For Ten Hag, it should be a defining moment. It was a famous victory, pulled off against the odds, and he crowned it by saying something memorable on live TV. ‘It’s all about attitude,’ he said as he joined Sky’s semi-circle of pundits after the game. ‘There was communication, there was fighting spirit and especially there was team [unity]. And then you see what they can achieve, because they can fucking good play football.’ It was funny and endearing, and got funnier as Gary Neville sniggered like a schoolboy and the presenter, Dave Jones, hastened to apologise for ‘a little f-bomb dropped in there’. If Ten Hag swears on telly after a triumph over Liverpool, you wonder what his language is like when the lads are 4-0 down at half-time at Brentford.
He may have over-reacted to that embarrassment with his eight-mile Sunday-morning run, but Ten Hag got nearly all his decisions right for Liverpool. He was brave enough to bench both his captain, Harry Maguire, and his star player, Cristiano Ronaldo. He was pragmatic enough to park his belief in playing out from the back and to go for a third and fourth centre-forward option in three games (putting Marcus Rashford there before half-time, Anthony Martial afterwards). But he was principled enough to stick to his guns on other fronts: having only one defensive midfielder (Scott McTominay) with Christian Eriksen alongside him, keeping a back four when some managers would have added a third centre-back, and giving his full support to Lisandro Martinez, who fully repaid it by showing the most fighting spirit of all. Small as he is, Martinez was the biggest mentality monster on the field. His partnership with Varane was beautifully balanced - the one a grandee, elegant and unruffled, doing a better impression of Virgil Van Dijk than Van Dijk himself, the other a terrier whose bite is as bad as his bark.
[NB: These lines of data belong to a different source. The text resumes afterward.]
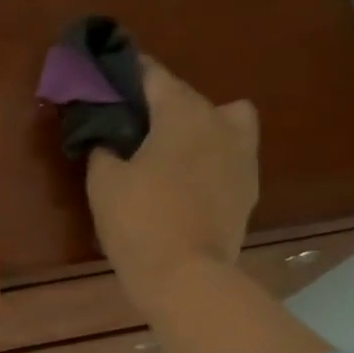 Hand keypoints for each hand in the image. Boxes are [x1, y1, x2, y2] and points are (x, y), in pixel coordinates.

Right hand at [86, 59, 259, 310]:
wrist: (187, 278)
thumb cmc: (139, 222)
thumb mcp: (103, 181)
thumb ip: (103, 146)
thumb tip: (108, 136)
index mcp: (182, 112)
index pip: (152, 74)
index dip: (127, 75)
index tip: (108, 83)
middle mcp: (220, 122)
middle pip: (188, 97)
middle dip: (161, 106)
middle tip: (132, 129)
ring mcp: (242, 156)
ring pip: (223, 122)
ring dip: (198, 128)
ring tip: (170, 154)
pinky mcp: (249, 189)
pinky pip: (230, 157)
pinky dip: (211, 160)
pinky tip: (188, 183)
Ten Hag’s game management was outstanding too. He used the five-subs rule to swap one Anthony (Elanga) for another (Martial) at half-time – and got an assist out of both. (Klopp, by contrast, sent on the right sub, Fabinho, at the wrong time, leaving Liverpool lumbered with two elderly midfielders for a full hour.) And just as Ten Hag had to carry most of the can for the Brentford shocker, so he gets most of the credit here. Every United starter did well. Tyrell Malacia, or Malissia as Neville calls him, had a daunting full debut, marking Mo Salah, but kept him just quiet enough. (Malacia just needs to work on his throw-ins, which were slow and tentative.) McTominay, after treading water for three years, finally located his ability to get the ball forward. Jadon Sancho, whose decision-making can be poor when he’s on the wing, radiated composure as he deposited not one but two opponents on their backsides (Milner! And even Alisson!) before coolly passing into the corner. Elanga, who was both teacher’s pet and a spare part under Rangnick, found his feet. Martial was neat, quick, strong at holding the ball up. Best of all, Marcus Rashford was himself again – rapid, lethal, rising to the big occasion, scoring the kind of goal that used to be his signature, and clicking with Martial and Bruno Fernandes in a way Ronaldo has only managed, in this spell at United, with Jesse Lingard.
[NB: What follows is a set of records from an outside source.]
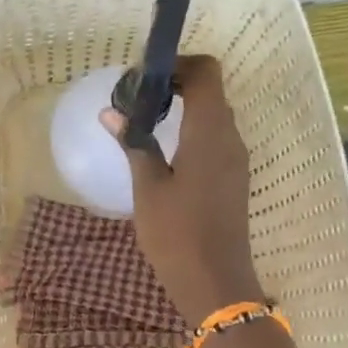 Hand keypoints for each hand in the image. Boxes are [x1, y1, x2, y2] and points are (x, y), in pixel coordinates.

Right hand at [101, 55, 261, 323]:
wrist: (215, 283)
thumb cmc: (177, 234)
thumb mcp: (147, 187)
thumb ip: (134, 143)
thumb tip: (112, 112)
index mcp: (210, 133)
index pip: (205, 73)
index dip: (176, 64)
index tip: (143, 77)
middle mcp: (230, 138)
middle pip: (210, 90)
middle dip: (174, 84)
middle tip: (135, 98)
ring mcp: (236, 158)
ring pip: (212, 114)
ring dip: (182, 107)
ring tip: (142, 122)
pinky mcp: (233, 176)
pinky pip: (214, 137)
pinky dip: (190, 130)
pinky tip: (161, 150)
The one player to put half a blot on his copybook was Fernandes, who was inspired one moment and idiotic the next. His passing was the sharpest it’s been for ages, but his handling of the ref was still juvenile. A captain’s job is to manage relations with the ref, yet Fernandes goes out of his way to cause annoyance – arguing too much with decisions, feigning injury in 50-50s, getting booked for a blatant dive. Captains have to have some dignity, and if Fernandes can’t deliver it the armband should go to Varane or Eriksen. But isn’t it great that that is United’s biggest problem right now. Next, they have to show that this team (with Martial edging out Elanga, and maybe Casemiro for McTominay) can do it on a sleepy Saturday lunchtime at St Mary’s. Every game United have played this season has been won by the underdog, which will do fine against Arsenal and Chelsea, but not at Southampton, Leicester or Palace. They still have some ground to make up – just not on Liverpool, who have taken over, for now, as the big flops in the Big Six.